Reviewed by Karen Langley

Following the Russian Revolution and the Civil War, many of that country’s beleaguered citizens escaped abroad, setting up émigré communities in cities like Berlin and Paris. One such escapee was Gaito Gazdanov.

Born in St. Petersburg of Ossetian heritage, after fighting for the (losing) White Army, Gazdanov made his way to Paris where he initially took a variety of jobs, from working on car production lines to washing locomotives, via a spell as a tramp. However, he eventually found a niche as one of the city’s night time taxi drivers, which also allowed him time enough to become a writer.

Acclaimed by Maxim Gorky during his lifetime, some of Gazdanov’s works were translated into English in the 1950s. However, he seemed to slip out of sight and of course as an émigré his works were not available in Russia. But since the fall of Communism, his books have become acclaimed in his home country and so we’re very lucky that his works are now being brought to us in lovely sparkly new translations by the wonderful Pushkin Press!

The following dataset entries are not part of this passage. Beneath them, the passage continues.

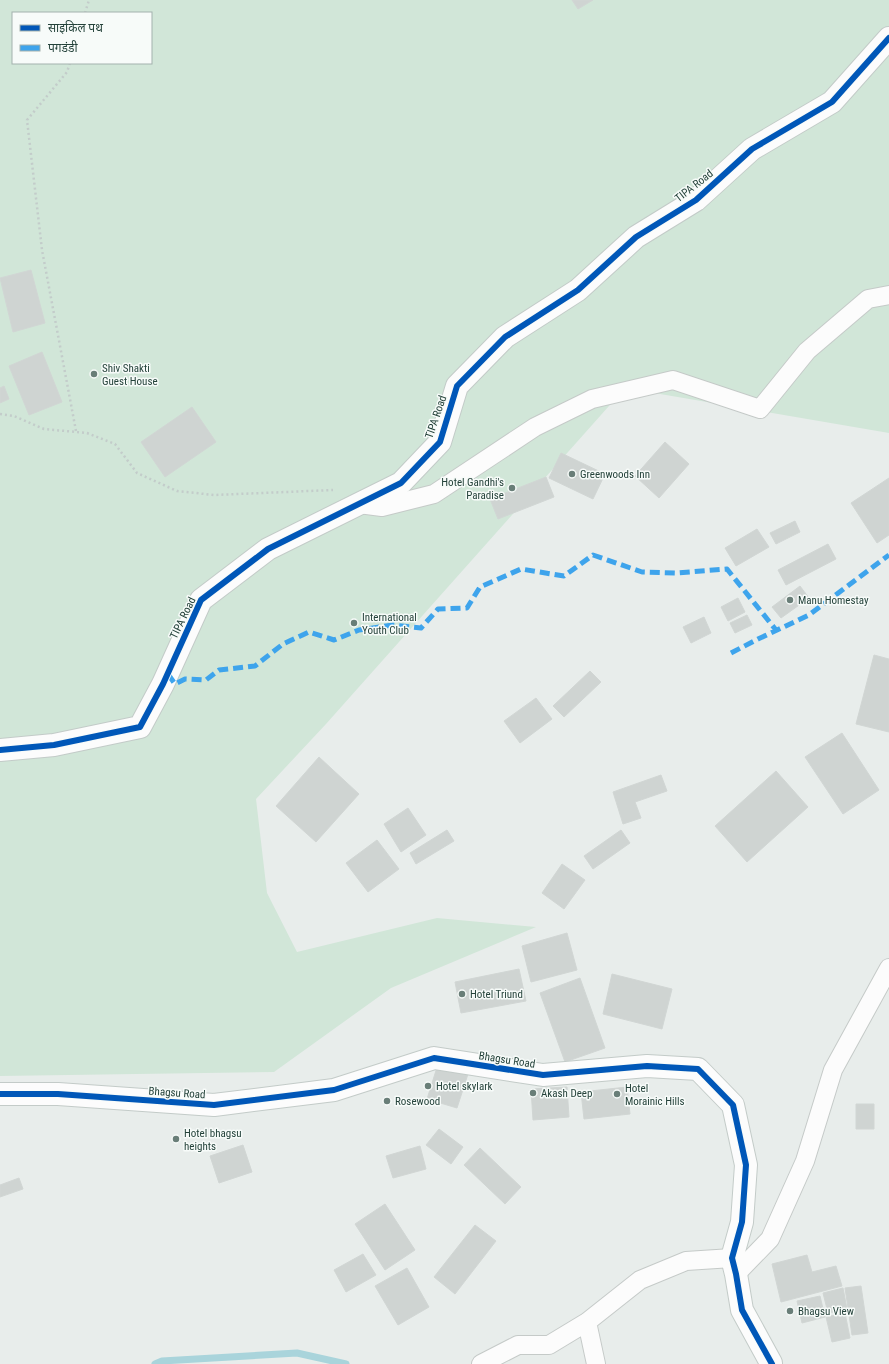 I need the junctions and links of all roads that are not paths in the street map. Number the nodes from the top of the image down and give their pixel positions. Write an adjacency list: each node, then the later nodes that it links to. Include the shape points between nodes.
1 (889, 38): 3 (street, TIPA Road, via 832,102 752,149 696,200 636,237 578,290 504,337 457,386 440,442 401,483)
2 (889, 295): 3 (street, via 868,299 807,350 760,409 673,380 606,395 592,399 535,427 434,494 382,507)
3 (359, 504): 4 (street, TIPA Road, via 268,549 201,600 163,684 140,727 54,745)
4 (0, 750)
5 (889, 968): 7 (street, via 833,1070 805,1161 770,1239)
6 (0, 1094): 7 (street, Bhagsu Road, via 58,1094 214,1105 334,1090 434,1058 543,1075 647,1066 698,1069 733,1105 746,1165 742,1222)
7 (734, 1266): 8 (street, via 686,1261 640,1280); 11 (street, Bhagsu Road, via 742,1310)
8 (587, 1322): 9 (street, via 549,1345 518,1345); 10 (street)
9 (481, 1364)
10 (596, 1364)
11 (772, 1364) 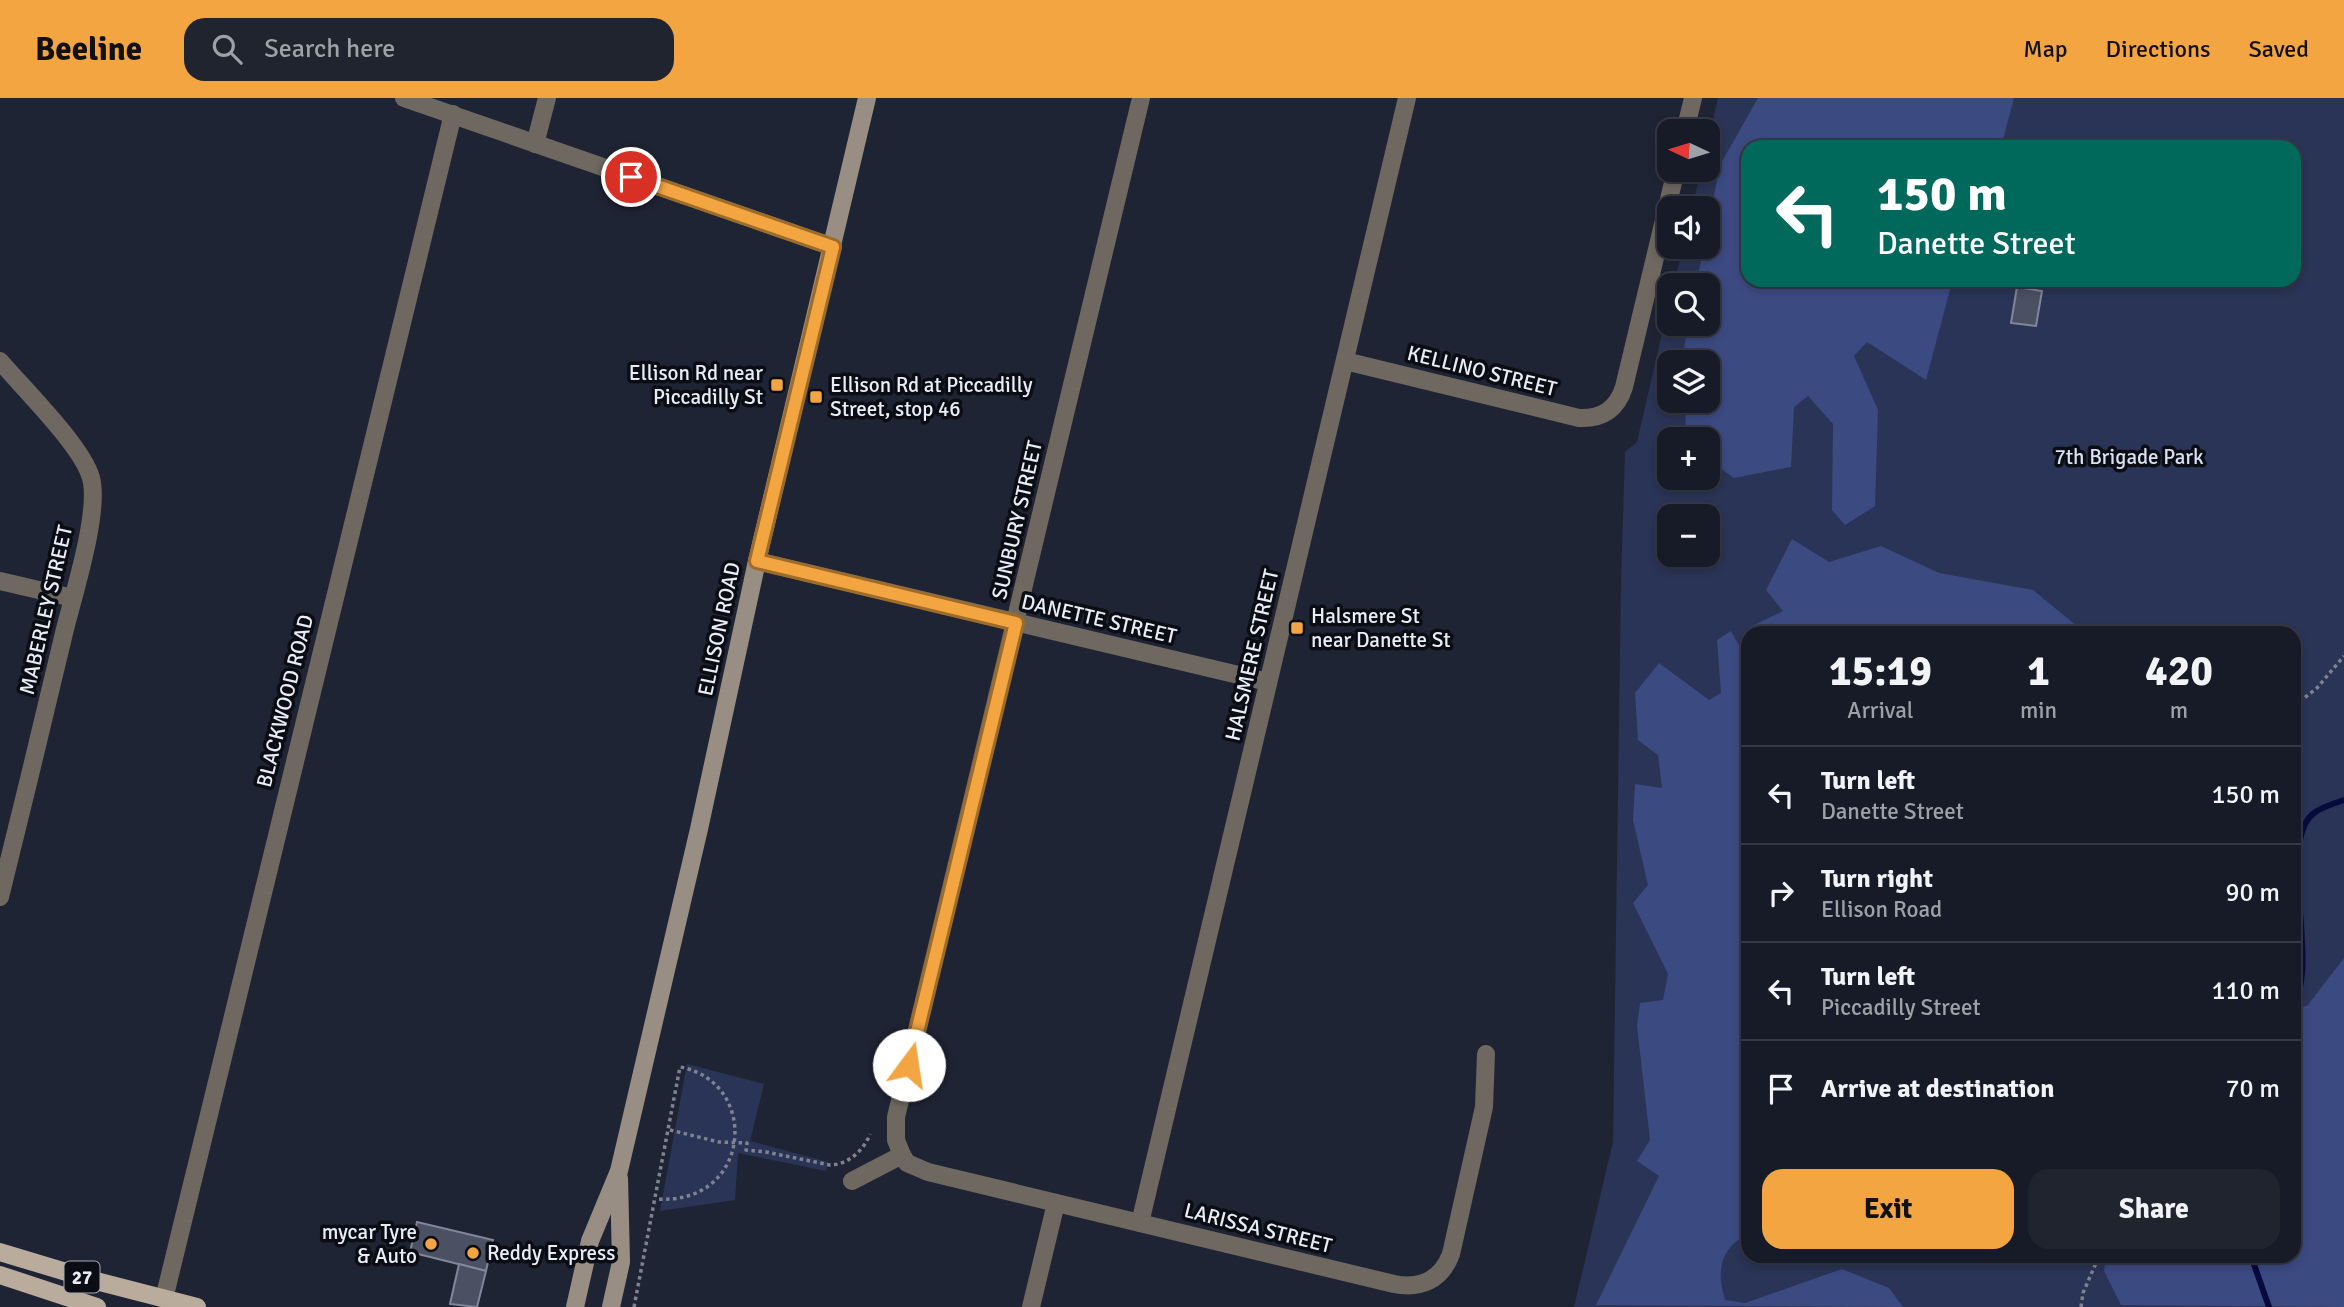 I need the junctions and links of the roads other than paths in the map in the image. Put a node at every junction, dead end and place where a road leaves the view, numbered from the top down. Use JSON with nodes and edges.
{"nodes":[{"id":1,"x":404,"y":98,"type":"edge"},
{"id":2,"x":547,"y":98,"type":"edge"},
{"id":3,"x":867,"y":98,"type":"edge"},
{"id":4,"x":1141,"y":98,"type":"edge"},
{"id":5,"x":1407,"y":98,"type":"edge"},
{"id":6,"x":1693,"y":98,"type":"edge"},
{"id":7,"x":453,"y":114,"type":"junction"},
{"id":8,"x":1688,"y":119,"type":"edge"},
{"id":9,"x":535,"y":144,"type":"junction"},
{"id":10,"x":1672,"y":182,"type":"edge"},
{"id":11,"x":833,"y":247,"type":"junction"},
{"id":12,"x":1345,"y":361,"type":"junction"},
{"id":13,"x":0,"y":362,"type":"edge"},
{"id":14,"x":757,"y":561,"type":"junction"},
{"id":15,"x":0,"y":581,"type":"edge"},
{"id":16,"x":73,"y":598,"type":"junction"},
{"id":17,"x":1016,"y":623,"type":"junction"},
{"id":18,"x":1268,"y":682,"type":"junction"},
{"id":19,"x":8,"y":826,"type":"edge"},
{"id":20,"x":0,"y":897,"type":"edge"},
{"id":21,"x":1486,"y":1054,"type":"dead end"},
{"id":22,"x":902,"y":1156,"type":"junction"},
{"id":23,"x":619,"y":1171,"type":"junction"},
{"id":24,"x":852,"y":1181,"type":"dead end"},
{"id":25,"x":1056,"y":1203,"type":"junction"},
{"id":26,"x":1140,"y":1223,"type":"junction"},
{"id":27,"x":0,"y":1252,"type":"edge"},
{"id":28,"x":0,"y":1275,"type":"edge"},
{"id":29,"x":164,"y":1299,"type":"junction"},
{"id":30,"x":97,"y":1307,"type":"edge"},
{"id":31,"x":197,"y":1307,"type":"edge"},
{"id":32,"x":575,"y":1307,"type":"edge"},
{"id":33,"x":611,"y":1307,"type":"edge"},
{"id":34,"x":1031,"y":1307,"type":"edge"}],
"edges":[{"from":1,"to":7,"type":"street"},
{"from":2,"to":9,"type":"street"},
{"from":3,"to":11,"type":"street","name":"ELLISON ROAD"},
{"from":4,"to":17,"type":"street","name":"SUNBURY STREET"},
{"from":5,"to":12,"type":"street","name":"HALSMERE STREET"},
{"from":6,"to":8,"type":"street"},
{"from":7,"to":9,"type":"street"},
{"from":7,"to":29,"type":"street","name":"BLACKWOOD ROAD"},
{"from":9,"to":11,"type":"street"},
{"from":10,"to":12,"type":"street","name":"KELLINO STREET"},
{"from":11,"to":14,"type":"street","name":"ELLISON ROAD"},
{"from":12,"to":18,"type":"street","name":"HALSMERE STREET"},
{"from":13,"to":16,"type":"street","name":"MABERLEY STREET"},
{"from":14,"to":17,"type":"street","name":"DANETTE STREET"},
{"from":14,"to":23,"type":"street","name":"ELLISON ROAD"},
{"from":15,"to":16,"type":"street"},
{"from":16,"to":19,"type":"street","name":"MABERLEY STREET"},
{"from":17,"to":18,"type":"street","name":"DANETTE STREET"},
{"from":17,"to":22,"type":"street","name":"SUNBURY STREET"},
{"from":18,"to":26,"type":"street","name":"HALSMERE STREET"},
{"from":19,"to":20,"type":"street","name":"MABERLEY STREET"},
{"from":21,"to":26,"type":"street","name":"LARISSA STREET"},
{"from":22,"to":24,"type":"street"},
{"from":22,"to":25,"type":"street","name":"LARISSA STREET"},
{"from":23,"to":32,"type":"street","name":"ELLISON ROAD"},
{"from":23,"to":33,"type":"street","name":"ELLISON ROAD"},
{"from":25,"to":26,"type":"street","name":"LARISSA STREET"},
{"from":25,"to":34,"type":"street"},
{"from":27,"to":29,"type":"main road","number":"27"},
{"from":28,"to":30,"type":"main road","number":"27"},
{"from":29,"to":31,"type":"main road","number":"27"}]}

The Buddha’s Return is the second volume of Gazdanov’s work they’ve brought out (the first being the well-received The Spectre of Alexander Wolf); and like the earlier book, much of it takes place in the émigré community of Paris. The (unnamed) narrator is a penniless student, struggling through his studies while dealing with the constant hallucinations which break into his everyday life when he least expects it. An act of kindness to a beggar in the Jardin du Luxembourg has unexpected repercussions; his path crosses with a fellow Russian exile, Pavel Alexandrovich, who’s now a millionaire; he also mixes with the rather dubious family and friends of the millionaire’s mistress; there is a murder and a missing Buddha, and the narrator (and often the reader!) slips between reality and fantasy without always being sure which is which.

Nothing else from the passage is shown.